The following general principles were adhered to in developing the cost-effectiveness analysis:
- Methods were consistent with the NICE reference case
- The GDG was involved in the design of the model, selection of inputs and interpretation of the results
- Model inputs were based on the systematic review of the clinical literature supplemented with other published data sources where possible
- When published data was not available GDG expert opinion was used to populate the model
- Model inputs and assumptions were reported fully and transparently
- The results were subject to sensitivity analysis and limitations were discussed
- The model was peer-reviewed by another health economist at the NCGC
Additional data for the analysis was identified as required through additional literature searches undertaken by the health economist and in discussion with the GDG. Model structure, inputs, and assumptions were explained to and agreed by the GDG members during meetings, and they commented on subsequent revisions.

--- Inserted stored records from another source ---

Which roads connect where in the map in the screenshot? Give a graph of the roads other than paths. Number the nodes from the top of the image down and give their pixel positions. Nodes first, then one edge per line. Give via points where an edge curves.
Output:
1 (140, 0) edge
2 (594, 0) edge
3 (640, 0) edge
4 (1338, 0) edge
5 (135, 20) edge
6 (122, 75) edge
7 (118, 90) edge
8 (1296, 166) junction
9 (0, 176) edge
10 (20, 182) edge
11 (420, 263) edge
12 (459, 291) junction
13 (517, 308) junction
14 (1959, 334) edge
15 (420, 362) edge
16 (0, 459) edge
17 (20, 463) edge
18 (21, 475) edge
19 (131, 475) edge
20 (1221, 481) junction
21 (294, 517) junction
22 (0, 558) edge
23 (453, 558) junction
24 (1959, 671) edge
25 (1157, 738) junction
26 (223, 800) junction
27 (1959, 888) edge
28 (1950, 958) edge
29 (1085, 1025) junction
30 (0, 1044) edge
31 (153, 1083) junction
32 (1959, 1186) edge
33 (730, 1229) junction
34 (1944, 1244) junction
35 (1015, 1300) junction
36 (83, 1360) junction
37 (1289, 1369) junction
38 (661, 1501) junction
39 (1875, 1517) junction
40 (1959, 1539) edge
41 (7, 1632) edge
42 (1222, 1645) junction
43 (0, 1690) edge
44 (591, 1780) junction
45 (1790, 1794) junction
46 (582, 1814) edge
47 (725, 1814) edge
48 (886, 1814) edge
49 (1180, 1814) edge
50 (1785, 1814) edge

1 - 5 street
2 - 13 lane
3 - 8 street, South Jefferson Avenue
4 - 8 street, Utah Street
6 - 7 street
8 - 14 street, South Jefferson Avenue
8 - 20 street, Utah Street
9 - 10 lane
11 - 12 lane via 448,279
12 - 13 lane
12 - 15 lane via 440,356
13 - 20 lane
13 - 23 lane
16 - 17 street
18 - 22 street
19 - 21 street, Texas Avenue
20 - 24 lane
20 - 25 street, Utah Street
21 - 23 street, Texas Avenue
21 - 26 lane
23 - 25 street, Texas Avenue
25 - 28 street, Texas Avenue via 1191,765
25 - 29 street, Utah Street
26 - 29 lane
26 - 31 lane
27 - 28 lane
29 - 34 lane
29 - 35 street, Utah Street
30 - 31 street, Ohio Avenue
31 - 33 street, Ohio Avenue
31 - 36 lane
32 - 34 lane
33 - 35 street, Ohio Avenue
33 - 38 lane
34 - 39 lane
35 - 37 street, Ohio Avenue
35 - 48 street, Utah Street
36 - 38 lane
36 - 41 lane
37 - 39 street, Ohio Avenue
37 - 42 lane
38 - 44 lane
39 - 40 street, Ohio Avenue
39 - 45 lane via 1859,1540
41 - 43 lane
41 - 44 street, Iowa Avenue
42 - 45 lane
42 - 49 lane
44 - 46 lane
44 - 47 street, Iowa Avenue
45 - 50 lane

Full methods for the original health economic analyses undertaken for this guideline are described in Appendices K and L of the full version of the original guideline document.
NICE's report 'Social value judgements: principles for the development of NICE guidance' sets out the principles that GDGs should consider when judging whether an intervention offers good value for money.
In general, an intervention was considered to be cost effective if either of the following criteria applied (given that the estimate was considered plausible):
- The intervention dominated other relevant strategies (that is, it was both less costly in terms of resource use and more clinically effective compared with all the other relevant alternative strategies), or
- The intervention cost less than £20,000 per QALY gained compared with the next best strategy.
If the GDG recommended an intervention that was estimated to cost more than £20,000 per QALY gained, or did not recommend one that was estimated to cost less than £20,000 per QALY gained, the reasons for this decision are discussed explicitly in the 'recommendations and link to evidence' section of the relevant chapter of the full version of the original guideline document with reference to issues regarding the plausibility of the estimate or to the factors set out in the 'Social value judgements: principles for the development of NICE guidance'.
In the Absence of Cost-Effectiveness Evidence
When no relevant published studies were found, and a new analysis was not prioritised, the GDG made a qualitative judgement about cost effectiveness by considering expected differences in resource use between comparators and relevant United Kingdom National Health Service unit costs alongside the results of the clinical review of effectiveness evidence.
Health-Related Quality of Life
Early in the guideline development process, the GDG decided that they wished to inform the economic analyses with health related quality of life obtained directly from the included clinical studies. Changes in disease specific functional disability would be captured by including walking distance as an outcome. The NICE reference case specifies that the EQ-5D is the preferred method of QALY measurement. Therefore, only EQ-5D values or health state descriptions which could be mapped to EQ-5D were included as measures of health related quality of life. Disease specific questionnaires and other generic health profiles were not included as outcomes in the review.